Un niveau de qualité homogène
« Depuis le Covid, nos clients reviennent fabriquer en France. C’est bon signe, il faut être prêt pour répondre à la demande. » En 2017, Jérôme Marcoux a repris l’entreprise familiale, l’Imprimerie-Cartonnage Marcoux spécialisée dans l’impression sur tout support : un peu de papier, du synthétique, du bois et même de la moquette, mais surtout du carton. « L’emballage carton représente 60 à 70 % de notre production pour des clients dans la mécanique, l’alimentaire ou des laboratoires, c’est-à-dire autant de vis que de biscuits ou que de vaccins », explique le dirigeant.
L’an dernier, la PME (25 personnes) située à Saint-Just-Malmont, en Haute-Loire, a procédé à un investissement de 4,5 millions d’euros pour le remplacement de ses deux presses offset. « J’ai décidé de changer les deux machines en même temps pour ne pas pénaliser mes clients et leur offrir la même qualité », confie Jérôme Marcoux qui a reçu une aide à hauteur de 20 % dans le cadre du plan France Relance *.
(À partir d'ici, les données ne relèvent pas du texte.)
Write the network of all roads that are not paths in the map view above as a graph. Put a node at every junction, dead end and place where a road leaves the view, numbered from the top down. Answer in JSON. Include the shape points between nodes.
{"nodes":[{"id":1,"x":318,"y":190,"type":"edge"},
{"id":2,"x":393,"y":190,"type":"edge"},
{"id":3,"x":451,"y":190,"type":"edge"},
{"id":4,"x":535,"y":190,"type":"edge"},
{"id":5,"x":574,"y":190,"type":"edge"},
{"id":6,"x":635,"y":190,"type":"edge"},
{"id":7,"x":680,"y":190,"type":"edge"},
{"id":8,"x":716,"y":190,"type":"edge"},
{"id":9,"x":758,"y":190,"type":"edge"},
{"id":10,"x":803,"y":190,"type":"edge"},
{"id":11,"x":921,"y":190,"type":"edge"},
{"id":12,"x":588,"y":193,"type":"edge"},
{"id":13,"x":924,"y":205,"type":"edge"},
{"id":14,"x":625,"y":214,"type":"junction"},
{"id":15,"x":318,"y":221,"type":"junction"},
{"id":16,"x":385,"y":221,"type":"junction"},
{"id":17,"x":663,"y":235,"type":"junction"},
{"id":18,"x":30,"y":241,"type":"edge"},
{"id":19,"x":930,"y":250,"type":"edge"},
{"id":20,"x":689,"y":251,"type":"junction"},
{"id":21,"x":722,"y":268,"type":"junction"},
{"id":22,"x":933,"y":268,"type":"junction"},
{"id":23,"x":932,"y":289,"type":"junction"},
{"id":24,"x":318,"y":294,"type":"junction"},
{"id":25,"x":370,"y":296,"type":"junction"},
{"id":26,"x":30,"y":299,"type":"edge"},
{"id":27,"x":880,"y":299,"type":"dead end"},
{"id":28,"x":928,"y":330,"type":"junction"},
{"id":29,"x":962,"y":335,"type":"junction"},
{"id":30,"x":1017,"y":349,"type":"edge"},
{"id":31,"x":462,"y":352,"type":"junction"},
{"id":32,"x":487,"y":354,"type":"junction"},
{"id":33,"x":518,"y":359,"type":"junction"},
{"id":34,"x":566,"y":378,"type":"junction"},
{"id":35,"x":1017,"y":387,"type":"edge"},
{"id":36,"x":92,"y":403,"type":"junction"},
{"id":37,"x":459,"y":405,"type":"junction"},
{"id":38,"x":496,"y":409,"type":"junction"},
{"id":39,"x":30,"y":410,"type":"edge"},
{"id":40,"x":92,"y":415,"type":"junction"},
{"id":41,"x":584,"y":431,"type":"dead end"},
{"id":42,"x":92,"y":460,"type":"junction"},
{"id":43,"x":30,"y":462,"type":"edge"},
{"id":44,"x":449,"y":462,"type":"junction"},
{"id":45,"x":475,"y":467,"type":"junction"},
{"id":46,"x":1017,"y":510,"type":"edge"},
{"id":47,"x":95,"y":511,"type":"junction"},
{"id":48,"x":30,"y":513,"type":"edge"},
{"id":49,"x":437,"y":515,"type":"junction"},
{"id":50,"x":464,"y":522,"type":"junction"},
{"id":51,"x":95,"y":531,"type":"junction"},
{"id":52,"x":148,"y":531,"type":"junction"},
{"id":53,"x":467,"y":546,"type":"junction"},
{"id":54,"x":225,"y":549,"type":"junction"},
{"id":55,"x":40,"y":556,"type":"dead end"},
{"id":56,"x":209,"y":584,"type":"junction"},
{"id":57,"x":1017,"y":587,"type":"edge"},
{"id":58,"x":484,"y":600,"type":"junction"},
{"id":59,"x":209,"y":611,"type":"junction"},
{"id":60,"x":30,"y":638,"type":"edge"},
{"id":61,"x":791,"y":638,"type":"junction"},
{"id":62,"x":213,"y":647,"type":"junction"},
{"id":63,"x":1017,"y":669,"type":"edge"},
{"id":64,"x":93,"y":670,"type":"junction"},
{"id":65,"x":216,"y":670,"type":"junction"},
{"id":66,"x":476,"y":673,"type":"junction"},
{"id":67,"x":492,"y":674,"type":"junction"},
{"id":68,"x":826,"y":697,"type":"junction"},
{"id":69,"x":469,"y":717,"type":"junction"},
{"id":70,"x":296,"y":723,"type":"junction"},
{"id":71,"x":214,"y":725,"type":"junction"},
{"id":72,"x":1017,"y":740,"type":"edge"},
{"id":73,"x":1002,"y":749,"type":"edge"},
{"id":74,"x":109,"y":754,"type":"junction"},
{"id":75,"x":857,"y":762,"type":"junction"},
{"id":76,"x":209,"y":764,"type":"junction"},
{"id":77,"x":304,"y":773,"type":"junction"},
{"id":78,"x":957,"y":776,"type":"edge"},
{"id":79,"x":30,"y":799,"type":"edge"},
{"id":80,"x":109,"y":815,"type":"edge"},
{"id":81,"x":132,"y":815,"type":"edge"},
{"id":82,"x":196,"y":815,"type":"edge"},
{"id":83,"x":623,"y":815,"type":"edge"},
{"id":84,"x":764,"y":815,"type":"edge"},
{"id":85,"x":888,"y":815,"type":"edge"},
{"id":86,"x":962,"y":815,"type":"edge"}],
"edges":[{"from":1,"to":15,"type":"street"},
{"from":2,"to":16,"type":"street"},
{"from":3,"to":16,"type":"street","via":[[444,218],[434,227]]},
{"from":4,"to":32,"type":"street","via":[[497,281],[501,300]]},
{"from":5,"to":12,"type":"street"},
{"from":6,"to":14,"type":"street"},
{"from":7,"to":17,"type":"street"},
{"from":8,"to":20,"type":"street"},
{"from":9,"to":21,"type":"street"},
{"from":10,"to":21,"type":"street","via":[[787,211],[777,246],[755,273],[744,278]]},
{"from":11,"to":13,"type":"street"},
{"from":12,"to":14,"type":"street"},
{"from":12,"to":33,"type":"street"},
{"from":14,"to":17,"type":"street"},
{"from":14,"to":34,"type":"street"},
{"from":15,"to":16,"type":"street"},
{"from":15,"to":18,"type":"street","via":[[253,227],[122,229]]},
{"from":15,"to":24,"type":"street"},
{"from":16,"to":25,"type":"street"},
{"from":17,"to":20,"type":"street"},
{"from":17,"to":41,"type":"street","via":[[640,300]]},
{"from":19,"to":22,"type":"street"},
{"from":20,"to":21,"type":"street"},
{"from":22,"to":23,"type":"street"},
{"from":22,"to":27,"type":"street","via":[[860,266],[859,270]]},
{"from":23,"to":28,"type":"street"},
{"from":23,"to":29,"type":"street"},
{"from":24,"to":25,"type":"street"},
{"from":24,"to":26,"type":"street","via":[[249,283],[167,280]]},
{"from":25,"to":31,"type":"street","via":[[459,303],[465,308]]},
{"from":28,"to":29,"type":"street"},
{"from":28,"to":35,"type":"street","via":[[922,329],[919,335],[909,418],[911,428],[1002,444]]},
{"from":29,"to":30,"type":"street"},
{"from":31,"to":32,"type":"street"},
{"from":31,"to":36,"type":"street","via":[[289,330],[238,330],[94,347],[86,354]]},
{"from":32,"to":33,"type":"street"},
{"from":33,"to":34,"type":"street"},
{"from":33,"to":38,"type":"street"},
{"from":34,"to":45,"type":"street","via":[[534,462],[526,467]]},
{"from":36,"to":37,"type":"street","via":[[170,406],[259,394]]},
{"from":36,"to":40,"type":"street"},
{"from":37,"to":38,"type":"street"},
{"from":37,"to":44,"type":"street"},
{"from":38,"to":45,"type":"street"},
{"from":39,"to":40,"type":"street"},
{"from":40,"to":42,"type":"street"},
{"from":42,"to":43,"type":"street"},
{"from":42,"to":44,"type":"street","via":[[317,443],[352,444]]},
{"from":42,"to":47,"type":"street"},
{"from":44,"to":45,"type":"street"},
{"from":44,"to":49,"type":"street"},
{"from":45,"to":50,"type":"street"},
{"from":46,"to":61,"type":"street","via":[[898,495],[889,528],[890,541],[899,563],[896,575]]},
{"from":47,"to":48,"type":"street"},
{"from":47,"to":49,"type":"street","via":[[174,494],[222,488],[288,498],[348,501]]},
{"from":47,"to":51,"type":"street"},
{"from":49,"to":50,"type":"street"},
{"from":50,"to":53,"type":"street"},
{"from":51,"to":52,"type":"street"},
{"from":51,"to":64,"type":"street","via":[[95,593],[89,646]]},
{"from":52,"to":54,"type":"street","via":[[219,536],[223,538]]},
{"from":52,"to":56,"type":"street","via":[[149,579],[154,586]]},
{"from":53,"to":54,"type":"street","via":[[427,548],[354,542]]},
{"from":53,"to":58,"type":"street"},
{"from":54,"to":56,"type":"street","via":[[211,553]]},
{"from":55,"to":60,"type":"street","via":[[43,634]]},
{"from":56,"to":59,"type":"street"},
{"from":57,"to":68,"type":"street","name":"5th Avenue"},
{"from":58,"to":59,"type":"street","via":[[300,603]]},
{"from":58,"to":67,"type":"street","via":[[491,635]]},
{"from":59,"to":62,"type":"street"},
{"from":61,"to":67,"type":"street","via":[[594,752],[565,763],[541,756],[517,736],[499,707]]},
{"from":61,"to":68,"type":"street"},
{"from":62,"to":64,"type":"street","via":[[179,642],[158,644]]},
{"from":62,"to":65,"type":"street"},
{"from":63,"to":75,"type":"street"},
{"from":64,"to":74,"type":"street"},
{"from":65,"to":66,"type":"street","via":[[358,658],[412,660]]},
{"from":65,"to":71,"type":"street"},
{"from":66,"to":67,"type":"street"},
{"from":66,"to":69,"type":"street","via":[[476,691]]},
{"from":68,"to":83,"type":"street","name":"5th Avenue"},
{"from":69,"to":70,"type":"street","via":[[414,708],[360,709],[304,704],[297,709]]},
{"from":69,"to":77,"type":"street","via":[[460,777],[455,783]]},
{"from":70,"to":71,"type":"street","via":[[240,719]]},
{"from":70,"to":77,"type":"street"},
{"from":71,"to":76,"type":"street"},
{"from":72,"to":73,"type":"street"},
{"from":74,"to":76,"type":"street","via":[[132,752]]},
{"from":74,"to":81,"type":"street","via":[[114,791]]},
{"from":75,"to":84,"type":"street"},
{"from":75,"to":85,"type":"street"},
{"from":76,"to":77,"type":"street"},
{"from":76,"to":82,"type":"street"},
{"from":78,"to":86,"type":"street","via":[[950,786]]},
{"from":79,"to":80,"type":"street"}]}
En concertation avec les salariés
L’investissement était envisagé depuis quelques années, en concertation avec les salariés. « Tout a été décidé avec eux, affirme le dirigeant, nous avions prévu de mettre les moyens pour bien travailler, avec des machines incluant le séchage UV et des options d’ergonomie et de confort. » Grâce à l’éventail de ses clients, l’Imprimerie-Cartonnage Marcoux maintient un volant d’affaires élevé. Ses investissements lui permettent de mieux maîtriser les délais et de développer encore de nouveaux marchés. Depuis peu, elle fournit BV Sport, un spécialiste stéphanois en équipements sportifs ou encore la laiterie Gerentes, une institution ardéchoise.
« En 2024, nous allons investir dans des machines de façonnage, indique Jérôme Marcoux, mais nous cherchons surtout à recruter dans le secteur du carton, de la découpe et du pliage-collage, des personnes motivées que l’on peut former. » Le message est passé.
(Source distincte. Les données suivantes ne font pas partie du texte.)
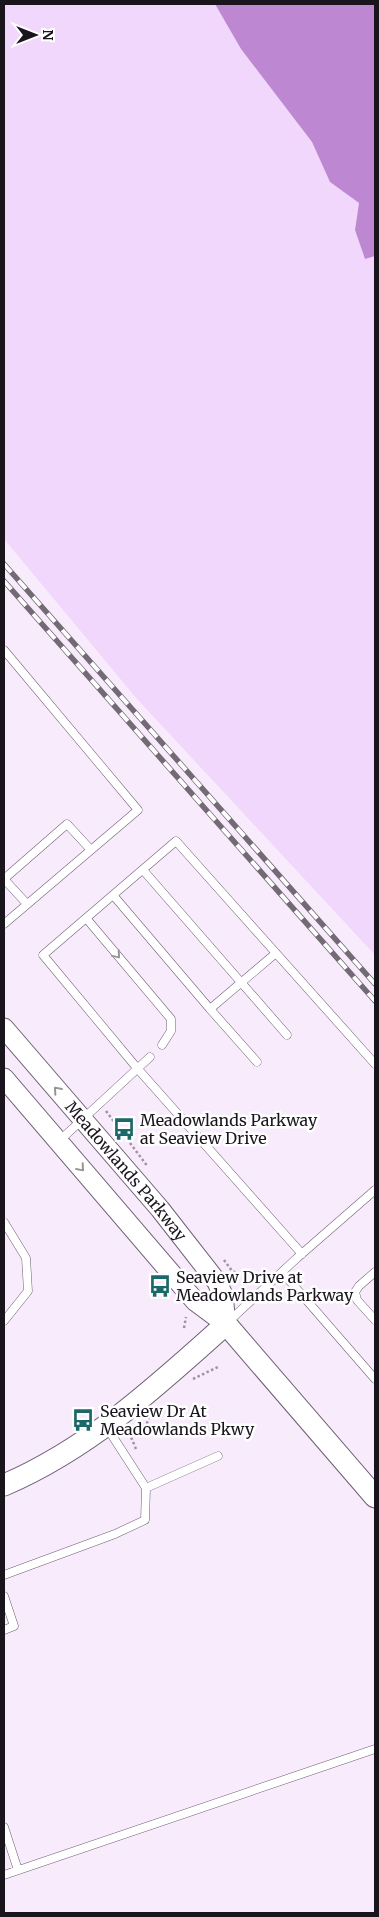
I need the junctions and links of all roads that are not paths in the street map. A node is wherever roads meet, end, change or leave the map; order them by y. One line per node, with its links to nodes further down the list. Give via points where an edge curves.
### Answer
1 (4, 650): 2 (lane, via 138,810)
2 (91, 850): 5 (lane); 5 (lane, via 67,824 4,879)
3 (143, 870): 4 (lane); 8 (lane, via 176,841); 9 (lane)
4 (113, 895): 6 (lane); 10 (lane)
5 (27, 904): 7 (lane)
6 (86, 918): 13 (lane, one-way to 13, via 171,1019 171,1031); 17 (lane, via 43,955)
7 (4, 924)
8 (276, 953): 9 (lane); 16 (lane)
9 (241, 982): 10 (lane); 12 (lane)
10 (210, 1009): 15 (lane)
11 (4, 1028): 19 (street, Meadowlands Parkway, one-way to 11)
12 (287, 1035)
13 (162, 1045)
14 (150, 1057): 17 (lane)
15 (257, 1062)
16 (375, 1064)
17 (137, 1068): 19 (lane); 23 (lane)
18 (4, 1078): 20 (street, Meadowlands Parkway)
19 (84, 1120): 20 (lane); 28 (street, Meadowlands Parkway, via 217,1282 223,1295)
20 (58, 1142): 28 (street, Meadowlands Parkway, one-way to 28, via 195,1301)
21 (375, 1190): 23 (lane)
22 (4, 1222): 27 (lane, via 26,1258 28,1291)
23 (302, 1254): 24 (lane)
24 (282, 1272): 28 (lane); 29 (lane)
25 (375, 1272): 26 (lane, via 355,1292 357,1300)
26 (375, 1320)
27 (4, 1321)
28 (226, 1324): 30 (main road); 34 (main road, Meadowlands Parkway)
29 (375, 1379)
30 (106, 1426): 32 (main road, via 64,1454); 33 (lane)
31 (218, 1456): 33 (lane)
32 (4, 1484)
33 (146, 1488): 35 (lane, via 145,1520)
34 (375, 1497)
35 (4, 1575)
36 (4, 1596): 37 (lane, via 14,1626)
37 (4, 1630)
38 (375, 1749): 40 (lane)
39 (4, 1827): 40 (lane)
40 (18, 1870): 41 (lane)
41 (4, 1875)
* Un plan exceptionnel de 100 milliards d’euros déployé par le Gouvernement autour de trois volets : la transition écologique, la compétitivité et la cohésion.
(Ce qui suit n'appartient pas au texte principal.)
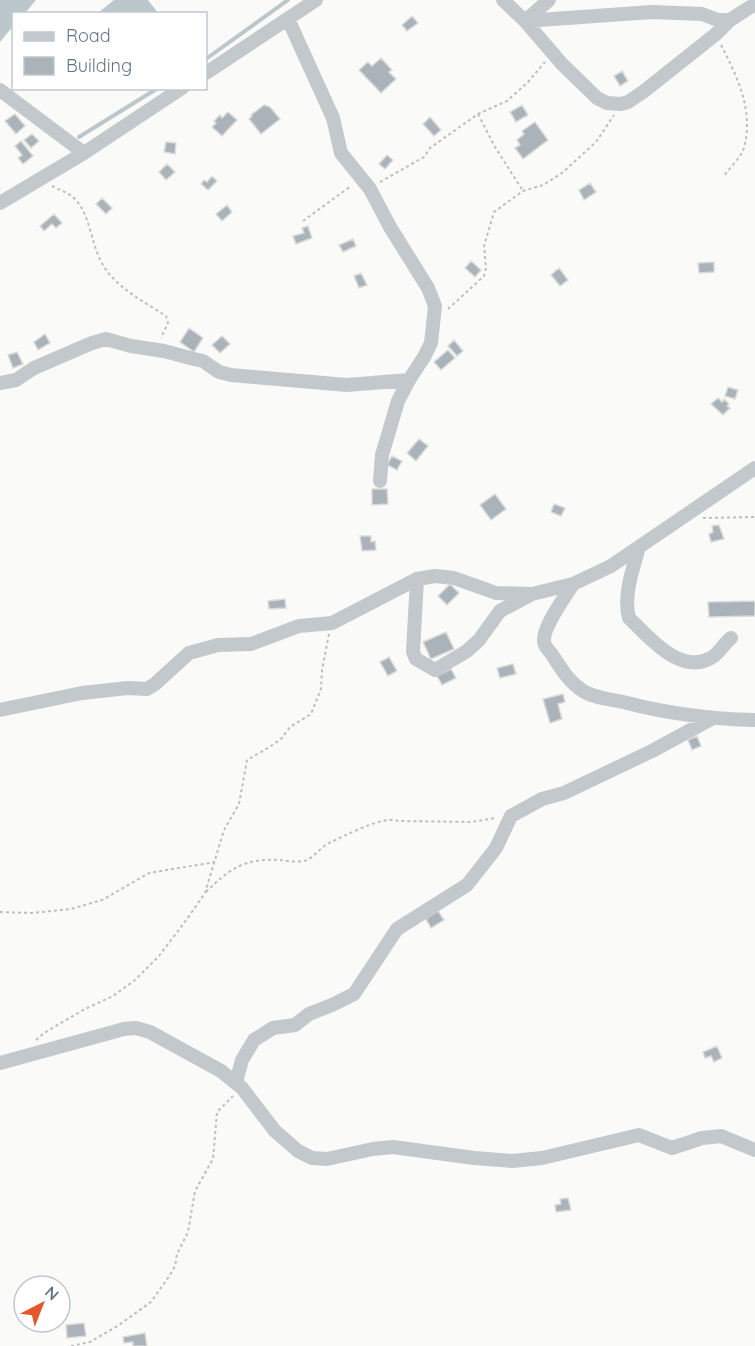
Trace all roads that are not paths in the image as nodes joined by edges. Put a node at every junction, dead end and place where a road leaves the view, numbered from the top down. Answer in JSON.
{"nodes":[{"id":1,"x":316,"y":0,"type":"edge"},
{"id":2,"x":503,"y":0,"type":"edge"},
{"id":3,"x":549,"y":0,"type":"edge"},
{"id":4,"x":755,"y":4,"type":"edge"},
{"id":5,"x":288,"y":19,"type":"junction"},
{"id":6,"x":730,"y":20,"type":"junction"},
{"id":7,"x":525,"y":21,"type":"junction"},
{"id":8,"x":207,"y":72,"type":"edge"},
{"id":9,"x":0,"y":90,"type":"edge"},
{"id":10,"x":179,"y":90,"type":"edge"},
{"id":11,"x":84,"y":153,"type":"junction"},
{"id":12,"x":0,"y":203,"type":"edge"},
{"id":13,"x":409,"y":380,"type":"junction"},
{"id":14,"x":0,"y":383,"type":"edge"},
{"id":15,"x":755,"y":468,"type":"edge"},
{"id":16,"x":380,"y":481,"type":"dead end"},
{"id":17,"x":639,"y":547,"type":"junction"},
{"id":18,"x":417,"y":579,"type":"junction"},
{"id":19,"x":573,"y":584,"type":"junction"},
{"id":20,"x":532,"y":594,"type":"junction"},
{"id":21,"x":731,"y":638,"type":"dead end"},
{"id":22,"x":0,"y":710,"type":"edge"},
{"id":23,"x":711,"y":719,"type":"junction"},
{"id":24,"x":755,"y":720,"type":"edge"},
{"id":25,"x":0,"y":1063,"type":"edge"},
{"id":26,"x":239,"y":1085,"type":"junction"},
{"id":27,"x":755,"y":1150,"type":"edge"}],
"edges":[{"from":1,"to":5,"type":"street"},
{"from":2,"to":7,"type":"street"},
{"from":3,"to":7,"type":"street"},
{"from":4,"to":6,"type":"street"},
{"from":5,"to":8,"type":"street"},
{"from":5,"to":13,"type":"street"},
{"from":6,"to":7,"type":"street"},
{"from":6,"to":7,"type":"street"},
{"from":9,"to":11,"type":"street"},
{"from":10,"to":11,"type":"street"},
{"from":11,"to":12,"type":"street"},
{"from":13,"to":14,"type":"street"},
{"from":13,"to":16,"type":"street"},
{"from":15,"to":17,"type":"street"},
{"from":17,"to":19,"type":"street"},
{"from":17,"to":21,"type":"street"},
{"from":18,"to":20,"type":"street"},
{"from":18,"to":20,"type":"street"},
{"from":18,"to":22,"type":"street"},
{"from":19,"to":20,"type":"street"},
{"from":19,"to":23,"type":"street"},
{"from":23,"to":24,"type":"street"},
{"from":23,"to":26,"type":"street"},
{"from":25,"to":26,"type":"street"},
{"from":26,"to":27,"type":"street"}]}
Ce plan est soutenu financièrement à hauteur d’environ 40 milliards d’euros par l’Union européenne.
Pour en savoir plus :
https://www.economie.gouv.fr/plan-de-relance
« Du carton à la boîte, plus d’un siècle et demi de création »
Un petit détour cet été par Valréas ? Unique en France, le musée du Cartonnage et de l’Imprimerie y retrace l’histoire des modes de fabrication et d’impression de la boîte en carton, du milieu du 19e siècle à nos jours. Les objets présentés rendent hommage à cette enclave du département du Vaucluse, située au sud de la Drôme, berceau du cartonnage français dont l’entreprise Packetis, spécialisée dans la fabrication d’emballages pharmaceutiques, reste la digne représentante. La collection permanente offre un tour d’horizon des différentes phases de fabrication des boîtes et étuis pliants en carton imprimé, destinés aux emballages de pharmacie, bijouterie, parfumerie, confiserie.
Historique du cartonnage, organisation du travail en atelier et à domicile, lithographie ou typographie, différentes thématiques sont développées, complétées par des expositions temporaires de créations contemporaines.